Questions: Hippocampus: Memory Consolidation and Spatial Representation
5 questions to test your understanding
Score: 0 / 5
Question 1 Multiple Choice
Patient H.M. had both hippocampi surgically removed. Which of the following abilities would you expect him to RETAIN?
ARemembering what he ate for breakfast that morning
BRecognizing faces of people he met after surgery
CLearning a new route through his neighborhood from memory
DImproving at a mirror-tracing motor skill through repeated practice
Procedural (motor skill) memory depends on the cerebellum and basal ganglia, not the hippocampus. H.M. could learn new motor skills — including mirror-tracing — even with no conscious memory of the training sessions. This dissociation between declarative memory (facts and episodes, hippocampus-dependent) and procedural memory (skills, hippocampus-independent) was one of the key scientific discoveries from studying H.M.
Question 2 Multiple Choice
A student studies for an exam and then stays up all night reviewing notes instead of sleeping. Based on hippocampal consolidation research, what is the MOST likely consequence for memory?

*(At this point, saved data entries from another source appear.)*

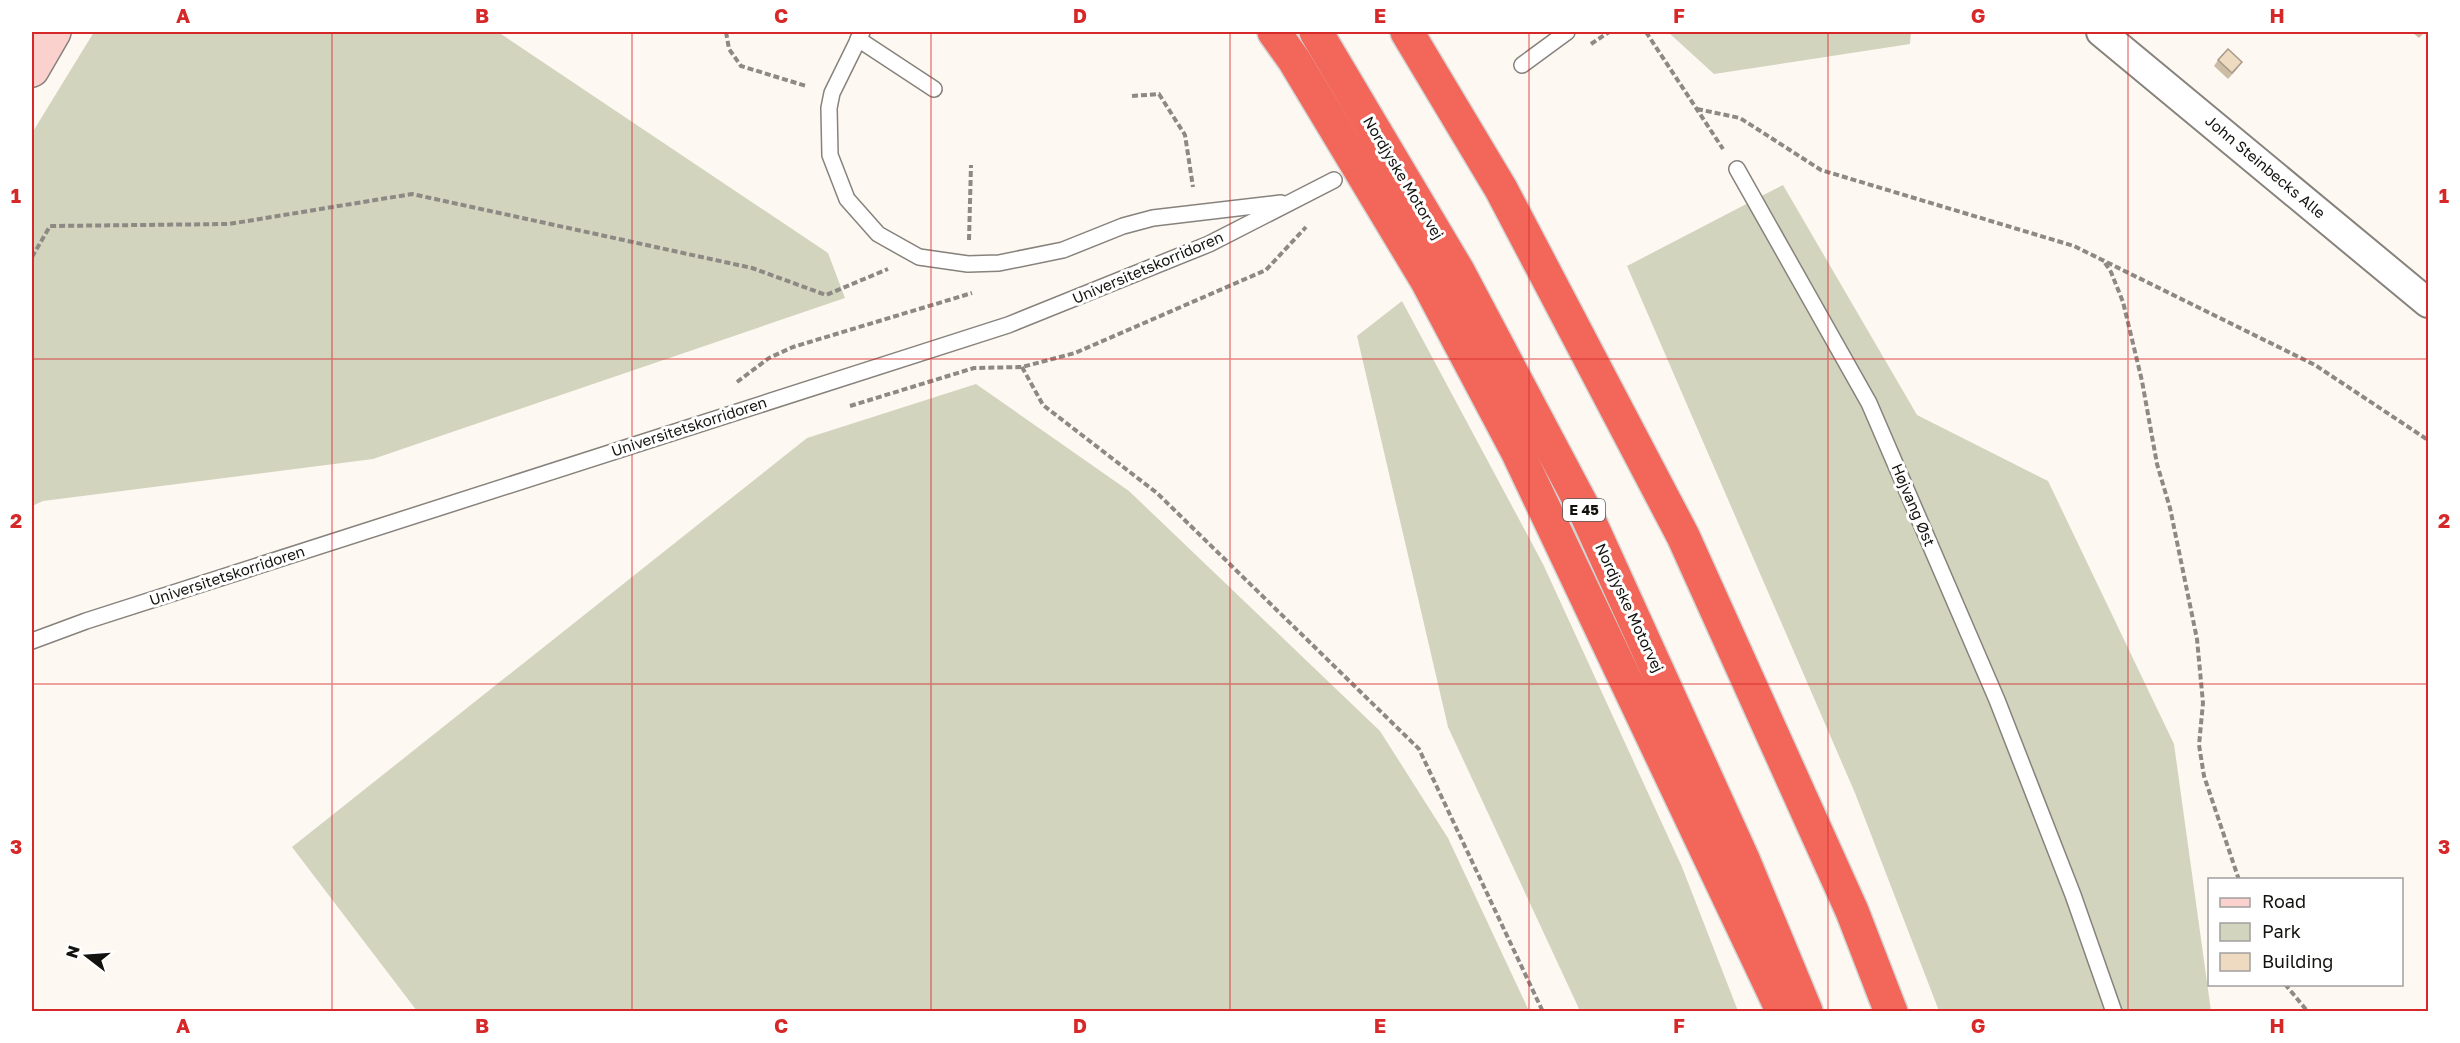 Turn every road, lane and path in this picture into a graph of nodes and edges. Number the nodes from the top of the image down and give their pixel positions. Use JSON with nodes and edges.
{"nodes":[{"id":1,"x":54,"y":32,"type":"edge"},
{"id":2,"x":726,"y":32,"type":"edge"},
{"id":3,"x":1274,"y":32,"type":"edge"},
{"id":4,"x":1316,"y":32,"type":"edge"},
{"id":5,"x":1407,"y":32,"type":"edge"},
{"id":6,"x":1567,"y":32,"type":"edge"},
{"id":7,"x":1646,"y":32,"type":"edge"},
{"id":8,"x":2101,"y":32,"type":"edge"},
{"id":9,"x":860,"y":35,"type":"edge"},
{"id":10,"x":1522,"y":65,"type":"dead end"},
{"id":11,"x":32,"y":70,"type":"edge"},
{"id":12,"x":934,"y":89,"type":"dead end"},
{"id":13,"x":832,"y":93,"type":"junction"},
{"id":14,"x":1132,"y":96,"type":"dead end"},
{"id":15,"x":1697,"y":109,"type":"junction"},
{"id":16,"x":971,"y":165,"type":"dead end"},
{"id":17,"x":1737,"y":169,"type":"joint"},
{"id":18,"x":1334,"y":180,"type":"dead end"},
{"id":19,"x":1293,"y":201,"type":"junction"},
{"id":20,"x":1197,"y":213,"type":"junction"},
{"id":21,"x":1311,"y":224,"type":"dead end"},
{"id":22,"x":32,"y":257,"type":"edge"},
{"id":23,"x":919,"y":257,"type":"junction"},
{"id":24,"x":2104,"y":261,"type":"junction"},
{"id":25,"x":968,"y":264,"type":"junction"},
{"id":26,"x":974,"y":292,"type":"dead end"},
{"id":27,"x":2428,"y":303,"type":"edge"},
{"id":28,"x":1022,"y":367,"type":"junction"},
{"id":29,"x":729,"y":385,"type":"dead end"},
{"id":30,"x":849,"y":407,"type":"dead end"},
{"id":31,"x":2428,"y":440,"type":"edge"},
{"id":32,"x":32,"y":641,"type":"edge"},
{"id":33,"x":2239,"y":878,"type":"edge"},
{"id":34,"x":2287,"y":986,"type":"edge"},
{"id":35,"x":1543,"y":1011,"type":"edge"},
{"id":36,"x":1783,"y":1011,"type":"edge"},
{"id":37,"x":1806,"y":1011,"type":"edge"},
{"id":38,"x":1891,"y":1011,"type":"edge"},
{"id":39,"x":2114,"y":1011,"type":"edge"},
{"id":40,"x":2308,"y":1011,"type":"edge"}],
"edges":[{"from":1,"to":11,"type":"main road"},
{"from":2,"to":13,"type":"path"},
{"from":3,"to":36,"type":"highway"},
{"from":4,"to":37,"type":"highway","name":"Nordjyske Motorvej","number":"E 45"},
{"from":5,"to":38,"type":"highway"},
{"from":6,"to":10,"type":"lane"},
{"from":7,"to":15,"type":"path"},
{"from":8,"to":27,"type":"street","name":"John Steinbecks Alle"},
{"from":9,"to":12,"type":"lane"},
{"from":9,"to":13,"type":"lane"},
{"from":13,"to":23,"type":"lane"},
{"from":14,"to":20,"type":"path"},
{"from":15,"to":17,"type":"path"},
{"from":15,"to":24,"type":"path"},
{"from":16,"to":25,"type":"path"},
{"from":17,"to":39,"type":"lane","name":"Højvang Øst"},
{"from":18,"to":19,"type":"lane","name":"Universitetskorridoren"},
{"from":19,"to":20,"type":"lane"},
{"from":19,"to":32,"type":"lane","name":"Universitetskorridoren"},
{"from":20,"to":25,"type":"lane"},
{"from":21,"to":28,"type":"path"},
{"from":22,"to":23,"type":"path"},
{"from":23,"to":25,"type":"lane"},
{"from":24,"to":31,"type":"path"},
{"from":24,"to":33,"type":"path"},
{"from":26,"to":29,"type":"path"},
{"from":28,"to":30,"type":"path"},
{"from":28,"to":35,"type":"path"},
{"from":34,"to":40,"type":"path"}]}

ANo effect — memories are fully consolidated the moment they are encoded, regardless of sleep
BImpaired consolidation — sharp-wave ripple replay during sleep drives hippocampal-to-cortex memory transfer
DOnly procedural memories are affected; declarative memories consolidate without sleep
During slow-wave sleep, hippocampal place cells replay waking activity patterns in compressed bursts (sharp-wave ripples), coordinated with cortical slow oscillations. This replay is thought to drive the transfer of memories from the hippocampal index to long-term cortical storage. Disrupting sleep disrupts this process. The intuition that 'staying awake reinforces memories' is wrong — the hippocampal-to-cortex transfer requires sleep-specific neural dynamics.
Question 3 True / False
Hippocampal damage that causes anterograde amnesia typically spares well-consolidated older memories more than recently formed ones.
TTrue
FFalse
Answer: True
This temporal gradient of amnesia is a key prediction of the hippocampal consolidation model. Older memories have been gradually consolidated to cortex and no longer depend on the hippocampal trace; recent memories still do. H.M. retained childhood memories from before his surgery but could not form new declarative memories. The gradient — older memories more protected than recent ones — is one of the strongest lines of evidence for the index-and-consolidate model.
Question 4 True / False
The hippocampus permanently stores memories the way a hard drive stores files — memories reside there indefinitely.
TTrue
FFalse
Answer: False
The hippocampus acts as a fast-learning temporary buffer or index, not permanent storage. It binds together the distributed cortical representations of an experience. Over time, through consolidation, the cortex learns the associations directly and the hippocampal trace becomes unnecessary. Permanent storage is distributed across neocortex. The hippocampus's role is temporary — critical early, but expendable once cortical consolidation is complete. This is why hippocampal damage doesn't erase all memories.
Question 5 Short Answer
Why does hippocampal damage typically produce anterograde amnesia (inability to form new memories) while leaving many older memories intact?
Think about your answer, then reveal below.
Model answer: The hippocampus serves as a fast-learning temporary index that binds together the distributed cortical components of a new experience. New memories initially depend on this hippocampal index for retrieval. Through consolidation — driven partly by sleep-based replay during sharp-wave ripples — the cortex gradually learns the associations directly, making the hippocampal link unnecessary. Old memories that completed this transfer before the damage are now stored in cortex and survive. New memories cannot be formed because the indexing mechanism no longer exists.
This question targets the most clinically important aspect of hippocampal function. The key distinction is between encoding/indexing (hippocampus-dependent) and long-term storage (cortex-distributed). Understanding this distinction explains both anterograde amnesia and the temporal gradient of retrograde amnesia — a two-for-one conceptual payoff.